- _EXERCISE_
Exclude all pictures from your copy of the data below, which should otherwise match exactly.
━━ AVAILABLE DATA
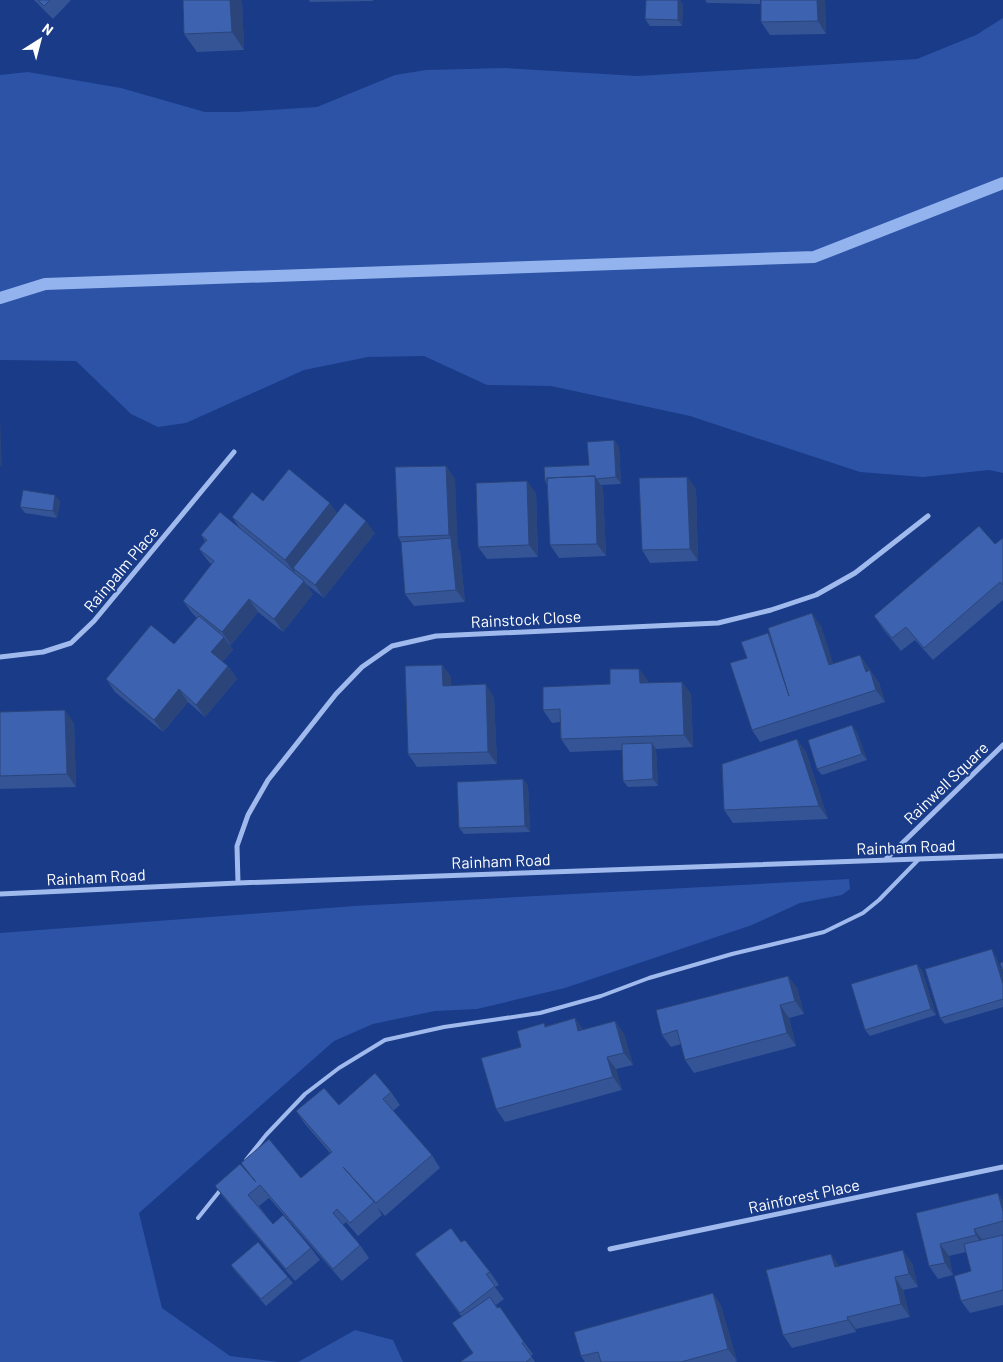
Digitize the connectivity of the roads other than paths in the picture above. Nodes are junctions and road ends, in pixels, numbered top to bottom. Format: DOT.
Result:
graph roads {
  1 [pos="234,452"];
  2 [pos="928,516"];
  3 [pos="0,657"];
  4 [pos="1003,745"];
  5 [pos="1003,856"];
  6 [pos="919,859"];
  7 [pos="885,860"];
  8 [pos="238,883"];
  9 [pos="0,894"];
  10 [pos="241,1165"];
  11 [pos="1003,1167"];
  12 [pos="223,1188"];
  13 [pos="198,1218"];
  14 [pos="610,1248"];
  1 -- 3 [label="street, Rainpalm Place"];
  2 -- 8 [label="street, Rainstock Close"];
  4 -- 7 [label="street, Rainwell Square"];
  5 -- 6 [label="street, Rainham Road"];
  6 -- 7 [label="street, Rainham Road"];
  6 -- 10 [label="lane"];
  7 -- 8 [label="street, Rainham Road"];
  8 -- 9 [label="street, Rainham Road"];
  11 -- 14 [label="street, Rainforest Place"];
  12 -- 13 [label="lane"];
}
━━━━
- _SOLUTION_
Digitize the connectivity of the roads other than paths in the picture above. Nodes are junctions and road ends, in pixels, numbered top to bottom. Format: DOT.
Result:
graph roads {
  1 [pos="234,452"];
  2 [pos="928,516"];
  3 [pos="0,657"];
  4 [pos="1003,745"];
  5 [pos="1003,856"];
  6 [pos="919,859"];
  7 [pos="885,860"];
  8 [pos="238,883"];
  9 [pos="0,894"];
  10 [pos="241,1165"];
  11 [pos="1003,1167"];
  12 [pos="223,1188"];
  13 [pos="198,1218"];
  14 [pos="610,1248"];
  1 -- 3 [label="street, Rainpalm Place"];
  2 -- 8 [label="street, Rainstock Close"];
  4 -- 7 [label="street, Rainwell Square"];
  5 -- 6 [label="street, Rainham Road"];
  6 -- 7 [label="street, Rainham Road"];
  6 -- 10 [label="lane"];
  7 -- 8 [label="street, Rainham Road"];
  8 -- 9 [label="street, Rainham Road"];
  11 -- 14 [label="street, Rainforest Place"];
  12 -- 13 [label="lane"];
}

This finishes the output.